We all know why the chicken crossed the road –to get to the other side. BUT, do we know how he crossed the road?
The answer is he probably used his eyesight to check for any incoming cars, determine which direction to walk in, and check the status of the pedestrian crosswalk light.
HOWEVER, what if he was blind?
Would he still cross the road? Would he risk it just to get to the other side? Would he just hope to get lucky? Would he ask someone else for help? What if there isn’t anyone else to help him? What if he accidentally walks into oncoming traffic? Oh no! Poor chicken.
In reality, blind navigation is actually a huge problem in the world that affects many people
The world health organization estimates that there are 39 million blind people in the world. That’s 39 million people who can’t see anything when crossing the street.
These people have to deal with increased risk every day of their lives because our society wasn’t designed to account for their disadvantage.
This is partially addressed through traditional white canes and guide dogs. Both of which are extremely good at helping blind people avoid obstacles but neither of which are capable of providing sufficient insight regarding the visual aspects of the user’s surroundings.
The white cane is of course just a stick. And the guide dogs, while they have eyes, they (like all dogs) are colour blind and therefore can’t perceive colour based street signs or traffic signals.
This is why something as simple as crossing the street is one of the biggest challenges for blind people. Neither of these traditional technologies is capable of properly addressing it.
Currently what ends up happening is one of two things. Either the person gets someone to assist them and help them cross the street. Or they listen to hear the direction of the moving cars and then cross the street while trying to both avoid them and maintain a somewhat straight path.
However, this doesn’t adequately address the problem at all. What if there’s no one around to help? That entirely kills option 1.
And with option 2, what if it’s too noisy for you to hear the cars? Maybe it’s raining or you’re standing next to a loud construction site and your hearing is impaired by the noise.

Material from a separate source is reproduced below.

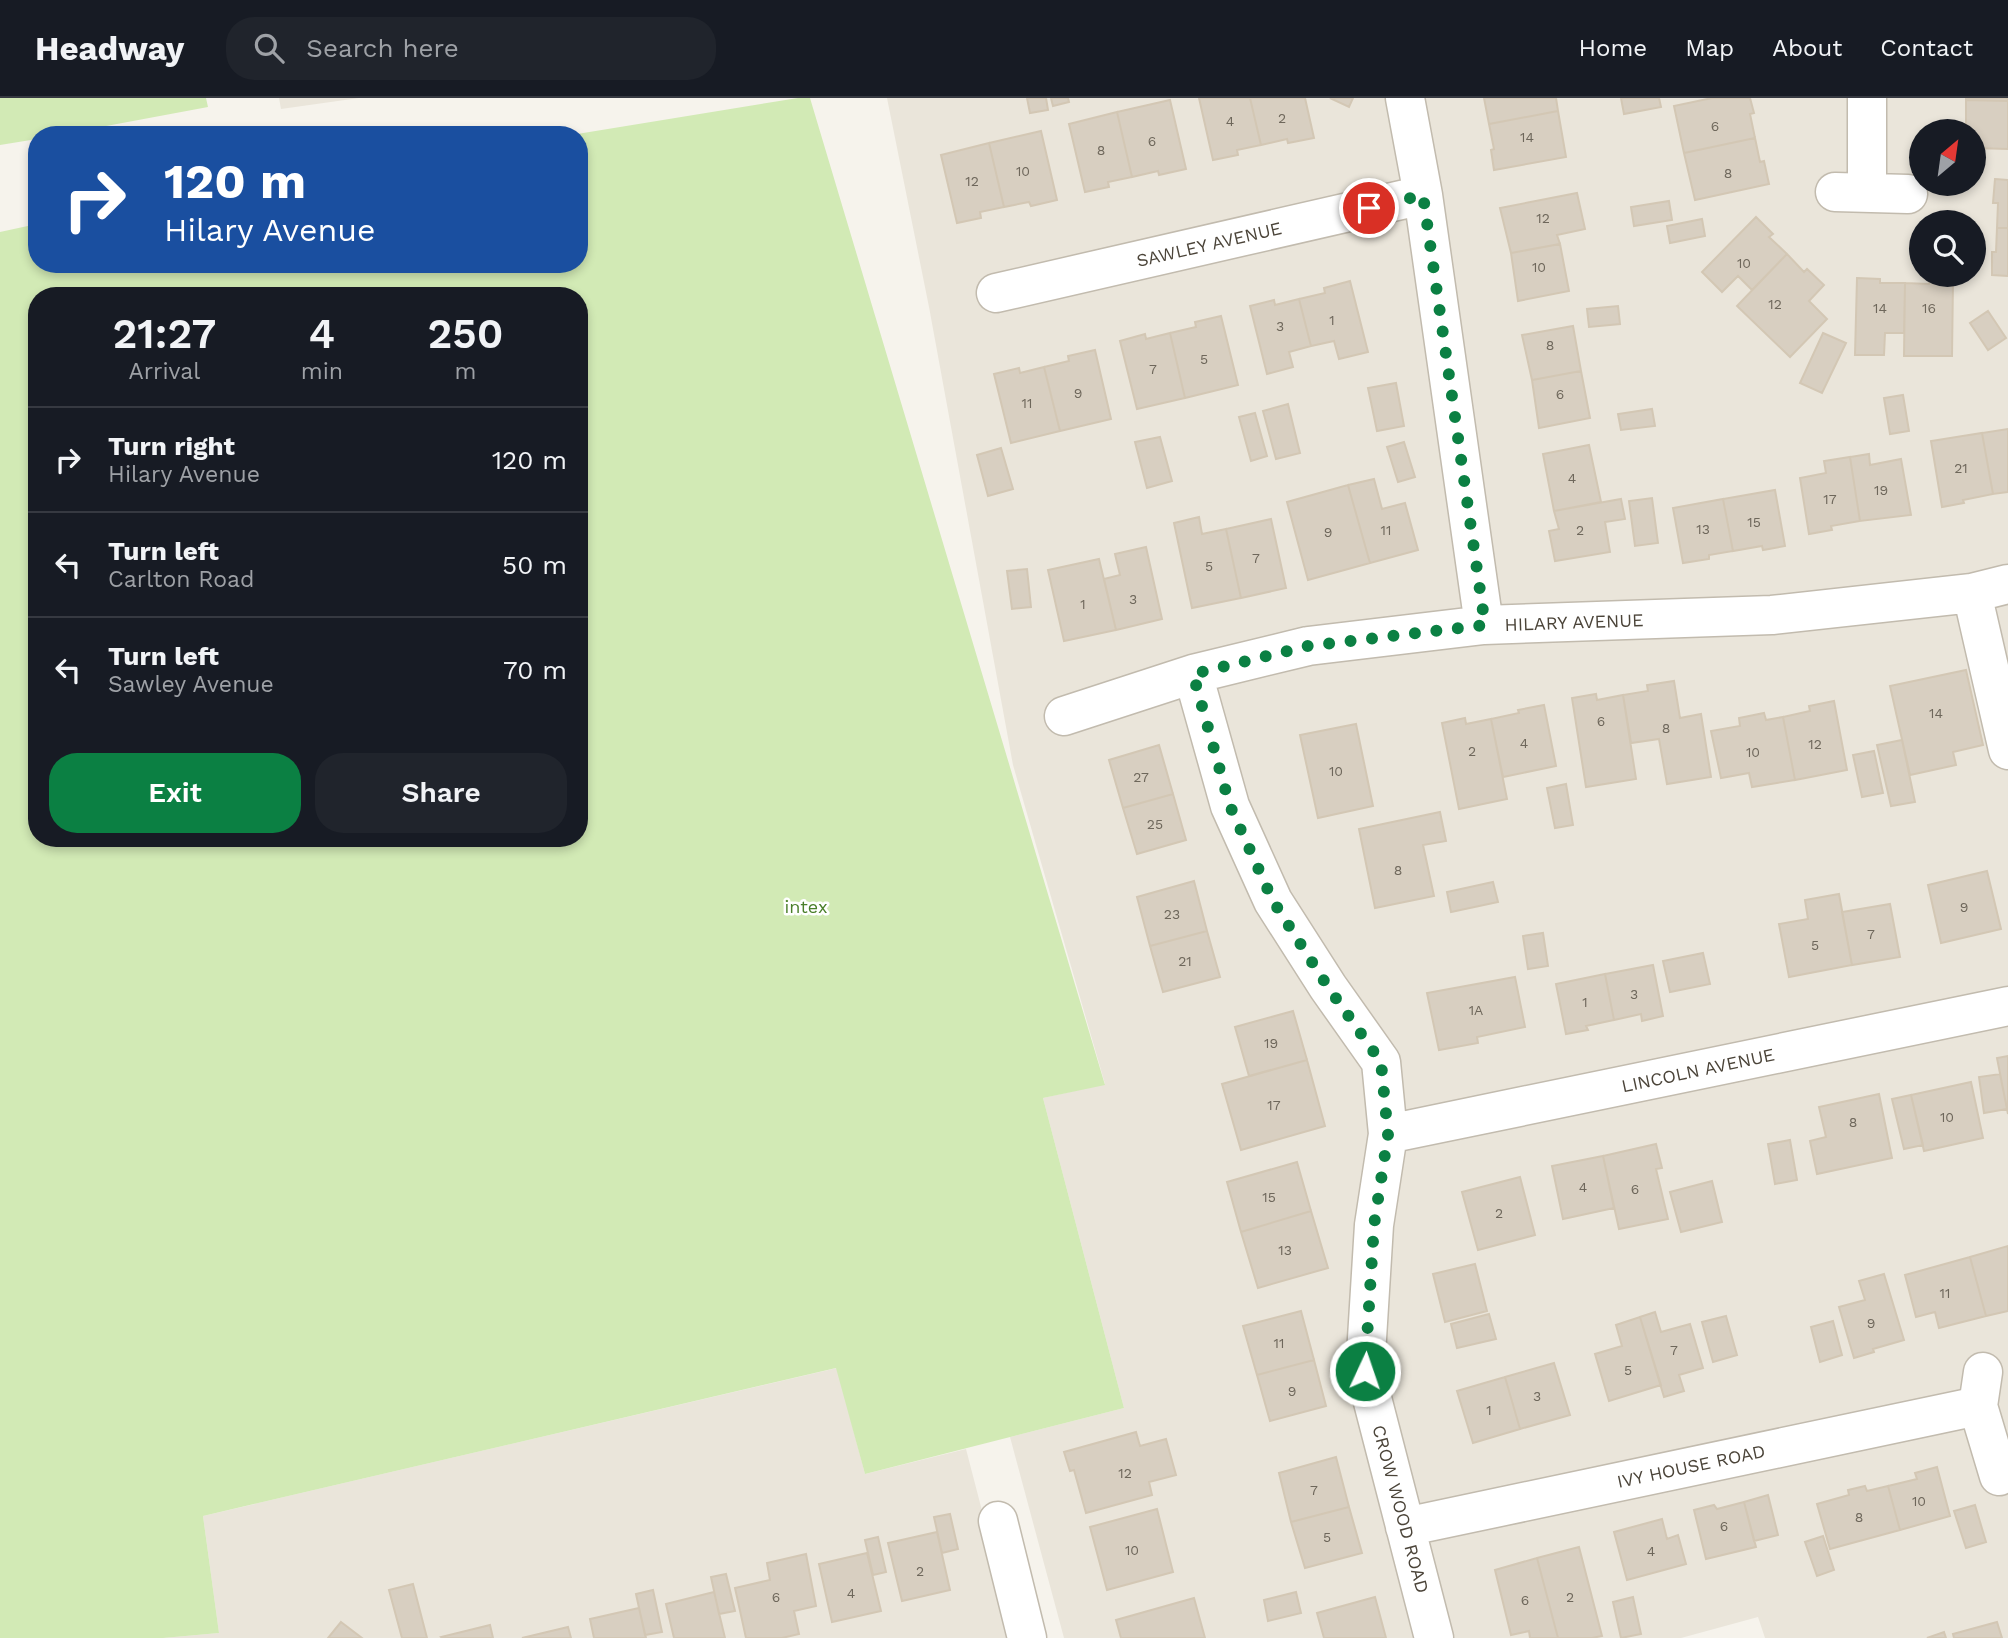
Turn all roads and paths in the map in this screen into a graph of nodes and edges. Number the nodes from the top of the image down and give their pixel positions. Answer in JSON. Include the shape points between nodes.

In addition, have you ever tried to walk directly towards a target without knowing its exact direction or being able to reorient yourself by using your eyes? It’s incredibly difficult. It’s very likely that you would veer off to the left or right both of which have dangerous vehicles and obstacles in the way.
So how do we fix this?
I was thinking about this problem and I realised something I find unbelievable.
We’ve put so much effort and resources into using object detection AI to create self-driving cars and help cars navigate, however, we’ve used none of that same technology to help disadvantaged people navigate.
There’s been such a huge focus on self-driving cars and other cool applications that we’ve completely forgotten about helping an important group of people in our society.
Then I thought how can I change that?
In theory, all I’d have to do is take the same tech used by self-driving cars to recognise traffic lights and then implement it into a format and device that can be used by blind people.
My first step was recreating the software because of course I can’t just steal car companies’ software.
For my program, I identified 3 criteria which are very important in being able to create a useable product.
- The first is that it has to be accurate. It can’t be misreading traffic lights, that would be dangerous for the user.
- The second is that it has to run in real time. If it’s going to be useable for real-time navigation this is a must.
- The third is that it has to be able to run on an affordable and small processor. This is because the device has to be carried on the person and it should be reasonably priced. For the processor, I ended up choosing a Raspberry Pi because of its good price and small size.
However, achieving all these 3 things is way harder than it sounds because all of them conflict with one another.
With object detection, there is always a trade-off between speed and accuracy. And if you’re running the program on a relatively weak processor like the one found on the Raspberry Pi, it makes the problem 10X worse by severely dampening the available computational power.
So I had to make an accurate model that could be run in real time even with low processing power
To achieve this and the related speed/accuracy requirements, I had to focus a lot on model architecture.
A traditional RCNN, while very accurate, was way too slow to be functional. On the other hand, however, most models designed to work fast were not at all very accurate.
When trying to balance speed and accuracy, I actually found success with the single shot detector model found in the TensorFlow model zoo. It was actually able to provide pretty great results. However, this was only after the somewhat challenging process of training it.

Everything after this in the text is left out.